En Sin hijos se pueden detectar todos los guiños al cine que Winograd toma como referente, pero no pasan de eso, de guiños, porque no hay una historia sólida que los respalde. Por caso, la secuencia clave donde se referencia a Un gran chico, no tiene la misma potencia que la original porque no hay un camino verosímil que permita entender cómo los distintos personajes llegaron a donde están. Los conflictos se resuelven a las apuradas, arbitrariamente, sin un sustento narrativo y el crecimiento que debería hacer Gabriel como padre, pareja, hijo y hermano es abrupto e inverosímil.
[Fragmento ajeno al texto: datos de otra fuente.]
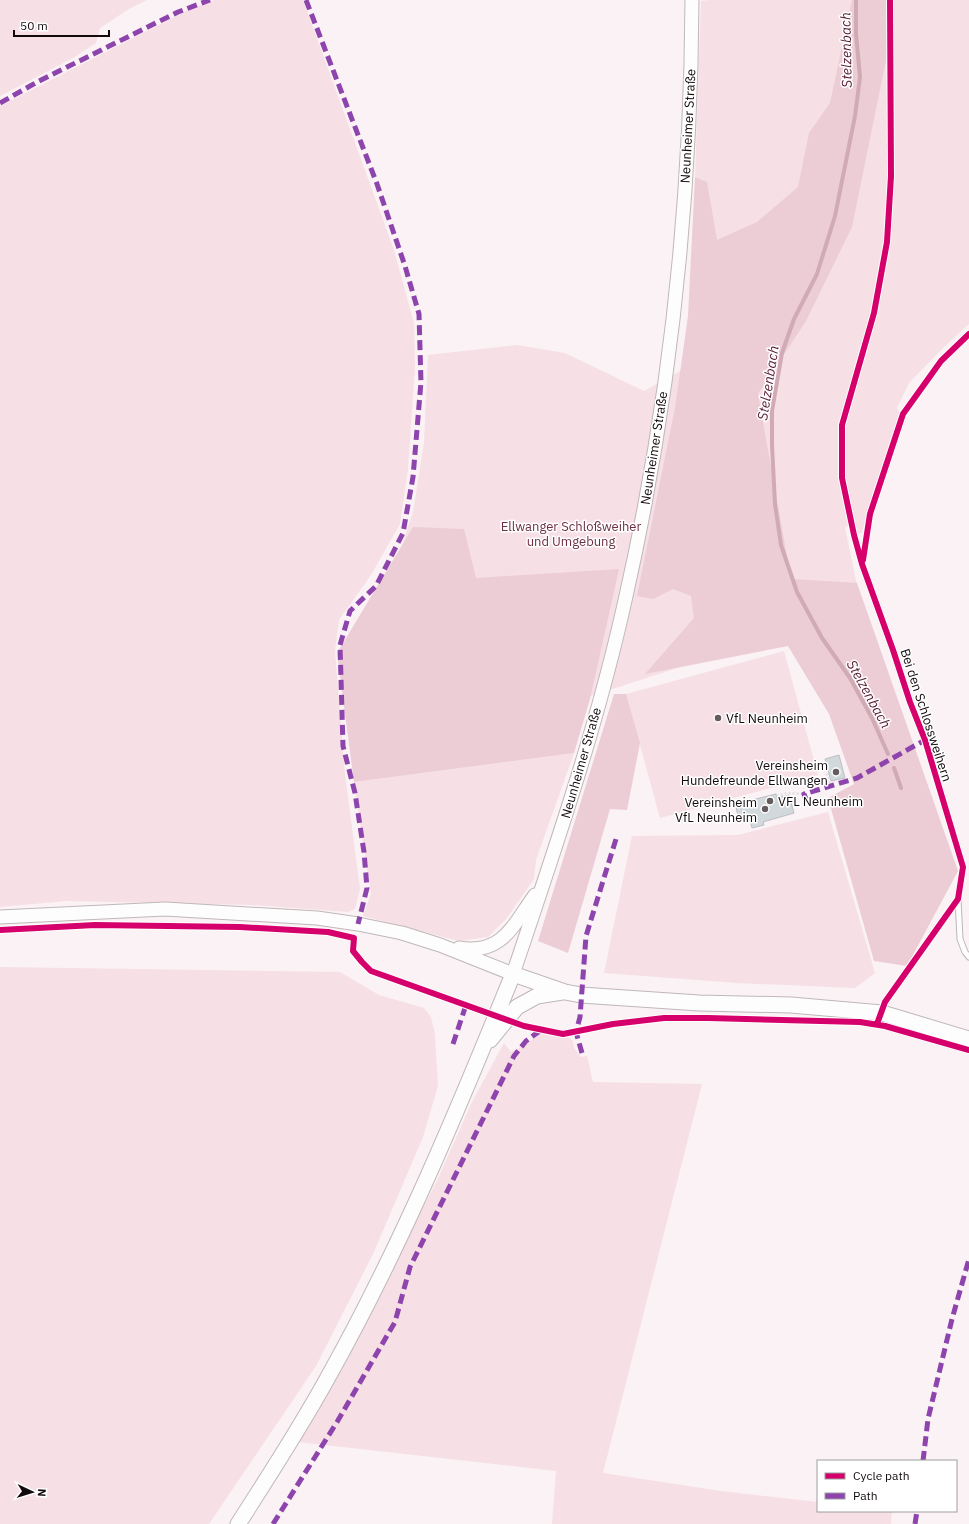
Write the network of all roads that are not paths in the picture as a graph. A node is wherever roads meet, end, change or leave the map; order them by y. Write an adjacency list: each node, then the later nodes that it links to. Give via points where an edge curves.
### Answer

Las huellas de esa búsqueda que emprende el realizador para concretar un film donde los resortes dramáticos y cómicos sean cimientos para un aprendizaje y un crecimiento están, pero se quedan en la mera huella, en rastros apenas de lo que no fue.
Lo que lleva a una reflexión final, a propósito de una nota de Javier Porta Fouz, que puede leerse acá: el análisis que hace sobre los vínculos entre actores, directores y películas lo lleva a la conclusión de que hay un tipo de comedia argentina totalmente asentada, lo cual, lamentablemente, me parece una afirmación cuando menos apresurada, tanto a nivel cuantitativo como cualitativo. No sólo es un cine compuesto por obras que en su enorme mayoría no han llegado a un público masivo, sino también debe seguir puliendo su calidad. Sin hijos es una prueba de ello: Winograd, Piroyanski e incluso Peretti deben seguir recorriendo un camino crecimiento, y el tropiezo que es este film quizás les pueda servir de aprendizaje a futuro.